(Data entries)
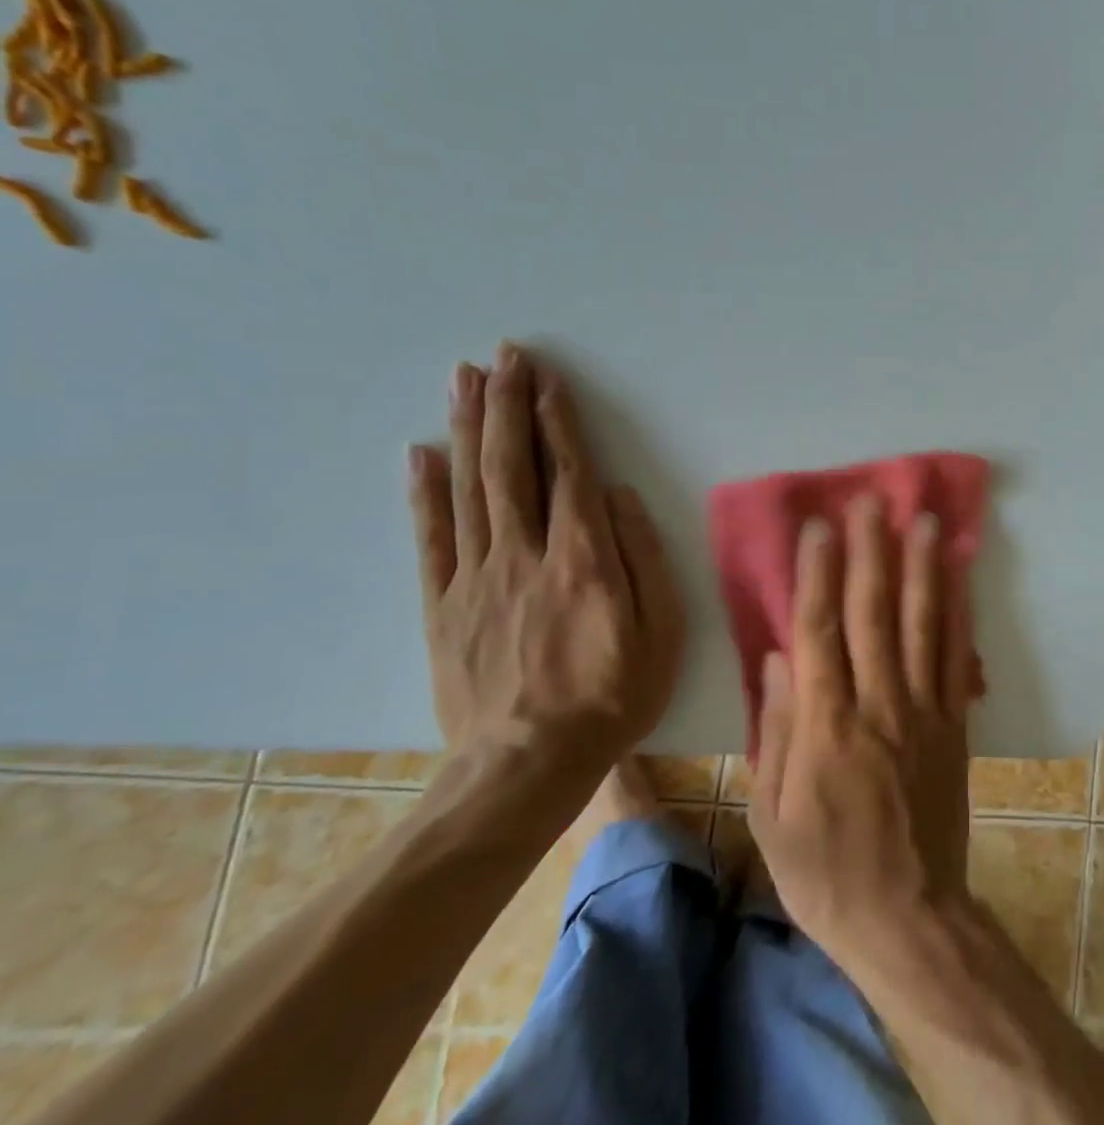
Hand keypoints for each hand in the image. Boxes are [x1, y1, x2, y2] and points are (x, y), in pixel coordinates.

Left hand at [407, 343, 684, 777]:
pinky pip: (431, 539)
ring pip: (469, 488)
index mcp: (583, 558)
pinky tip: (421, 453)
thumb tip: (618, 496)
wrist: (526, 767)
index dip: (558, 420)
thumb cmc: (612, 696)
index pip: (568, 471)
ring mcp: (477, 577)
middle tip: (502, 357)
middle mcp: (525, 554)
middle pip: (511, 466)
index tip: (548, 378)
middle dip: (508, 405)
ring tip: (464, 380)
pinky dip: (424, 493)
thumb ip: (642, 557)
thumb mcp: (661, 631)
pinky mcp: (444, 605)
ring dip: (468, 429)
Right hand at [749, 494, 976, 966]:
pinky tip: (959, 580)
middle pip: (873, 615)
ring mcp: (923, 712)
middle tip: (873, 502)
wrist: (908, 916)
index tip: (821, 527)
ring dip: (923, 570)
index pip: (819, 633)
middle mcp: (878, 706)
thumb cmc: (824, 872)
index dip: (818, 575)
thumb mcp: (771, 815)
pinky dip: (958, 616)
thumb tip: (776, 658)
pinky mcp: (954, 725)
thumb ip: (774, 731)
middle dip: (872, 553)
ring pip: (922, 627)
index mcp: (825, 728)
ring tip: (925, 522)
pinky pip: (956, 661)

INSTRUCTIONS TO FOLLOW:
Set out exactly the run of lines that begins at the line holding "ring dip: (468, 429)" and ends at the last line of the data.

WRITTEN SOLUTION:
ring dip: (468, 429)
Right hand at [749, 494, 976, 966]:
pinky tip: (959, 580)
middle pip: (873, 615)
ring mcp: (923, 712)
middle tip: (873, 502)
wrist: (908, 916)
index tip: (821, 527)
ring dip: (923, 570)
index pip: (819, 633)
middle mcp: (878, 706)
thumb cmc: (824, 872)
index dip: (818, 575)
thumb mcp: (771, 815)
pinky dip: (958, 616)
thumb tip: (776, 658)
pinky mcp: (954, 725)
thumb ip: (774, 731)
middle dip: (872, 553)
ring pip: (922, 627)
index mcp: (825, 728)
ring tip: (925, 522)
pinky pip: (956, 661)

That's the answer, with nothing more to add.